/---
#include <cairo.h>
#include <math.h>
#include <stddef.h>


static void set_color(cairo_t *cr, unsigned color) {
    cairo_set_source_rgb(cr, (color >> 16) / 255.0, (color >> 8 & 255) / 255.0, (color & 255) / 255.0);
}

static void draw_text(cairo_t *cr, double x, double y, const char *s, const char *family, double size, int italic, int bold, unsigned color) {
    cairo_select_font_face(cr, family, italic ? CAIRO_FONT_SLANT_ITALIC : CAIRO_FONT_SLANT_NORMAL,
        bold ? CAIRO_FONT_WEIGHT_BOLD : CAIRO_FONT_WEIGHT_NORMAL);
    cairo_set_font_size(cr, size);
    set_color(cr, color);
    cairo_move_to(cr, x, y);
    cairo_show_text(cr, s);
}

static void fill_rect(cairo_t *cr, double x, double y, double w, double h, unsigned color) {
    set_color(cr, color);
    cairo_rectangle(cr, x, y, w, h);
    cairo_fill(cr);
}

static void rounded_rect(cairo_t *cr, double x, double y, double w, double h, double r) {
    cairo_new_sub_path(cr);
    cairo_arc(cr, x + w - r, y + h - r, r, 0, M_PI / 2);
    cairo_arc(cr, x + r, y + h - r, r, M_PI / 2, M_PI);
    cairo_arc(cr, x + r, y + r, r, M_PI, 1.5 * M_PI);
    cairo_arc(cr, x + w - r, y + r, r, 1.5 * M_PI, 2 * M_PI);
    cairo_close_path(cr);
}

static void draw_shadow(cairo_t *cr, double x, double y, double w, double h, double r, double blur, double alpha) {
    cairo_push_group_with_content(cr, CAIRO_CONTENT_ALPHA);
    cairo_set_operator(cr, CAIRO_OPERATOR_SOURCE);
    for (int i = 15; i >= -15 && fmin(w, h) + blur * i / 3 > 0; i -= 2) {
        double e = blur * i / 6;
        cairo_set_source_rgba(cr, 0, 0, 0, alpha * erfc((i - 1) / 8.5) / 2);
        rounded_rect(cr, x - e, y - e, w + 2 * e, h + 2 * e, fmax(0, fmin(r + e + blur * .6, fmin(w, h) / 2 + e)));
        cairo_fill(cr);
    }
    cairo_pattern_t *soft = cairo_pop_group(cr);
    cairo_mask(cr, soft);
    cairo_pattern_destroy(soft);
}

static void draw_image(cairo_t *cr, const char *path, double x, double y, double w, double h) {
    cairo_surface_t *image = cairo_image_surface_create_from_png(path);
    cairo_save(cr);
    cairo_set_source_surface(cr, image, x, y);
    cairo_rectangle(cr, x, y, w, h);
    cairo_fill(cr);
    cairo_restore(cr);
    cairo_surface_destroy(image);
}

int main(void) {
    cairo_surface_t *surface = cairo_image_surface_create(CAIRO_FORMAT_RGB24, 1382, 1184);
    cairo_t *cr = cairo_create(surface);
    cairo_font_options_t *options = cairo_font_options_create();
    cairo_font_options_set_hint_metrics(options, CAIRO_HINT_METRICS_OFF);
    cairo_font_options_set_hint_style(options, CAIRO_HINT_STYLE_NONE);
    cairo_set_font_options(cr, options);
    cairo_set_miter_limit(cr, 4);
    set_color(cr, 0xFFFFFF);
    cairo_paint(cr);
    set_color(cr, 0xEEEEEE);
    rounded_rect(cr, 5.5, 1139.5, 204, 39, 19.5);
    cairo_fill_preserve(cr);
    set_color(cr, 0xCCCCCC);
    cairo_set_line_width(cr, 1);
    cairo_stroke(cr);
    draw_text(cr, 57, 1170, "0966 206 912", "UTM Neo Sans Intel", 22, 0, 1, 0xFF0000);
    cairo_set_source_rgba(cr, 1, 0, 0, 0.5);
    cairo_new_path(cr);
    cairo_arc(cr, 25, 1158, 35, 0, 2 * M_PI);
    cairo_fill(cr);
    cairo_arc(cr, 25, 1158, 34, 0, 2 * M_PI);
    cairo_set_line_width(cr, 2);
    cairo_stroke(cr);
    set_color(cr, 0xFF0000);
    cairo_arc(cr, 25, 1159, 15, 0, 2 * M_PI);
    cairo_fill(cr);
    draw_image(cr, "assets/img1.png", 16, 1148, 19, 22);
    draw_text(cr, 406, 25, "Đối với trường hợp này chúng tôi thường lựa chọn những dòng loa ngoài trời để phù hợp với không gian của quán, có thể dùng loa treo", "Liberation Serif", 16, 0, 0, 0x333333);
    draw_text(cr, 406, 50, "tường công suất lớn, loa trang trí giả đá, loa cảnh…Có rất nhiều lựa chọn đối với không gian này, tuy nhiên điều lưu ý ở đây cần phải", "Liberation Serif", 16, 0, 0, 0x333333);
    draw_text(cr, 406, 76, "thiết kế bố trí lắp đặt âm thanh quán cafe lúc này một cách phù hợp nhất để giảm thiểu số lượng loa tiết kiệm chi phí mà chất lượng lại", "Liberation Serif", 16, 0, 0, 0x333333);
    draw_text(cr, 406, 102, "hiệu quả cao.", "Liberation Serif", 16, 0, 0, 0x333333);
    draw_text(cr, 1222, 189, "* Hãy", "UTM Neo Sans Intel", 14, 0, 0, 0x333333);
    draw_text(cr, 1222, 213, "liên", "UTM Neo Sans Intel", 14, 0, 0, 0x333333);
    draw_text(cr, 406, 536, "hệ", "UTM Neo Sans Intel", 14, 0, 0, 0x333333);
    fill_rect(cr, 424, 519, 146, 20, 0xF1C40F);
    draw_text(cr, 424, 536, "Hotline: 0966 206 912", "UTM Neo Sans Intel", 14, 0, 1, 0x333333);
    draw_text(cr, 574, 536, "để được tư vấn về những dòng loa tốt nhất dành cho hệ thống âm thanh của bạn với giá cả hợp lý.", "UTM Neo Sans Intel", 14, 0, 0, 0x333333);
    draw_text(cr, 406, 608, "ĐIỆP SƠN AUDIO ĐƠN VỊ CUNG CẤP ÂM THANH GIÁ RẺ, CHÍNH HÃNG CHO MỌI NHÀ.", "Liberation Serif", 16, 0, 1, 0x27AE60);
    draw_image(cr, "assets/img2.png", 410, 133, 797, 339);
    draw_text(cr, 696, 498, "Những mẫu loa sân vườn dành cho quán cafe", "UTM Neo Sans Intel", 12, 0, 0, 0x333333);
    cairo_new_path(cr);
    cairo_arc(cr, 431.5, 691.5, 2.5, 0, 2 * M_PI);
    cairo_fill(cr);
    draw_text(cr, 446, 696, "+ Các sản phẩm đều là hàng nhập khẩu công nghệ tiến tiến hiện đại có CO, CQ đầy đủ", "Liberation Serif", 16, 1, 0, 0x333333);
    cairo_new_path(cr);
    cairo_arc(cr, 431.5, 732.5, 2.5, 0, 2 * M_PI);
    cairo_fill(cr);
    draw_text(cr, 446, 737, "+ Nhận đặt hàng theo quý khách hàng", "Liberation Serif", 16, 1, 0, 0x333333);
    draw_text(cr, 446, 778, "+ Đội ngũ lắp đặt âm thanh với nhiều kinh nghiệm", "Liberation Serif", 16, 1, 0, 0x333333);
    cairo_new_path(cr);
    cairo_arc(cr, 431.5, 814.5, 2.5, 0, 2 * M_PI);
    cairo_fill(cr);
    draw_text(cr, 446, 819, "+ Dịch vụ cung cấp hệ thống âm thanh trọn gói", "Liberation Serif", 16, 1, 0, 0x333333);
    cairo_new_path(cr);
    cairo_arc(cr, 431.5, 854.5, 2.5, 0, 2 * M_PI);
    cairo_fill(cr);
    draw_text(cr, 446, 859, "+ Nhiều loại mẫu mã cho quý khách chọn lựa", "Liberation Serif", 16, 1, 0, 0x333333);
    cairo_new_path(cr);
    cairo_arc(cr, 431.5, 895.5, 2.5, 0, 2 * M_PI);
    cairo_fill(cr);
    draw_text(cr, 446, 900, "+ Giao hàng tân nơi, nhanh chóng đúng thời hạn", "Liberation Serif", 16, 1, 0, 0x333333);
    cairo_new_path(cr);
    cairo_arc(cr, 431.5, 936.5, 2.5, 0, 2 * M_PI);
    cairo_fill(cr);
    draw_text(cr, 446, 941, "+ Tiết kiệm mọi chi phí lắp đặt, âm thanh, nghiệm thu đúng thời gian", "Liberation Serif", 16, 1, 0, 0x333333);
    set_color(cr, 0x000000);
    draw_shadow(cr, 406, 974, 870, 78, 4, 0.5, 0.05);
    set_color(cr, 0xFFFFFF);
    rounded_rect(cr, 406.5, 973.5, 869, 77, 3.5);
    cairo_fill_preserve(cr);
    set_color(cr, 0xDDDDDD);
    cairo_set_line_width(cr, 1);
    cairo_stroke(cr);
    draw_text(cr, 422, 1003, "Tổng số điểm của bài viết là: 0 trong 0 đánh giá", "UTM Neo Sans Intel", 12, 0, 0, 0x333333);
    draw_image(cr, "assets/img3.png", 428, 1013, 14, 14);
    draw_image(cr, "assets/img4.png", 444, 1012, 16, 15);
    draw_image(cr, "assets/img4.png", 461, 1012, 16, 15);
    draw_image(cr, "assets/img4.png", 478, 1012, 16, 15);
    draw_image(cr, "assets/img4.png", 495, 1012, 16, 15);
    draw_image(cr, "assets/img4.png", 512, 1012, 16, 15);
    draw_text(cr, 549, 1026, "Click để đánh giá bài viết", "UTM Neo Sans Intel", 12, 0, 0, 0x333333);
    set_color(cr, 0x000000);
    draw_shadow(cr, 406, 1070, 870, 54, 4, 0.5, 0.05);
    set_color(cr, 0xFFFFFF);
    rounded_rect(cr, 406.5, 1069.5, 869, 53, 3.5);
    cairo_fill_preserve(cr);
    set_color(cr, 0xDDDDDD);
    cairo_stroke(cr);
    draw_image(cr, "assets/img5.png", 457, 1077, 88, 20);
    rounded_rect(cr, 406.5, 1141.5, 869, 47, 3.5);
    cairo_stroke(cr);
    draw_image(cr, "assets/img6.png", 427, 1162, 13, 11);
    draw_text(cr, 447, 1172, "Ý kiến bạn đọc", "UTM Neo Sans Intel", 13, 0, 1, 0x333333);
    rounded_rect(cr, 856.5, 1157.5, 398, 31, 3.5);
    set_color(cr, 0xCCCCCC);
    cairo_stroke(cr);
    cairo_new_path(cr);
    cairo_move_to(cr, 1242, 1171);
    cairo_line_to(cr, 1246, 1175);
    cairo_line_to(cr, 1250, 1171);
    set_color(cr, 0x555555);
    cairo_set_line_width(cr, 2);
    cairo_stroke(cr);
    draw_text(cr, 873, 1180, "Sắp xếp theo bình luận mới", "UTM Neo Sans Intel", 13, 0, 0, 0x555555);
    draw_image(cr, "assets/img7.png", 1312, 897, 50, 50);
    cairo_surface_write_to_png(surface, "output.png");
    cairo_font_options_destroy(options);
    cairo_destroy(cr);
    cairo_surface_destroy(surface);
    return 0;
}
\---
- **Try it**: Report only how many lines in the entries above contain the string "soft".

- **Result for this task**: 3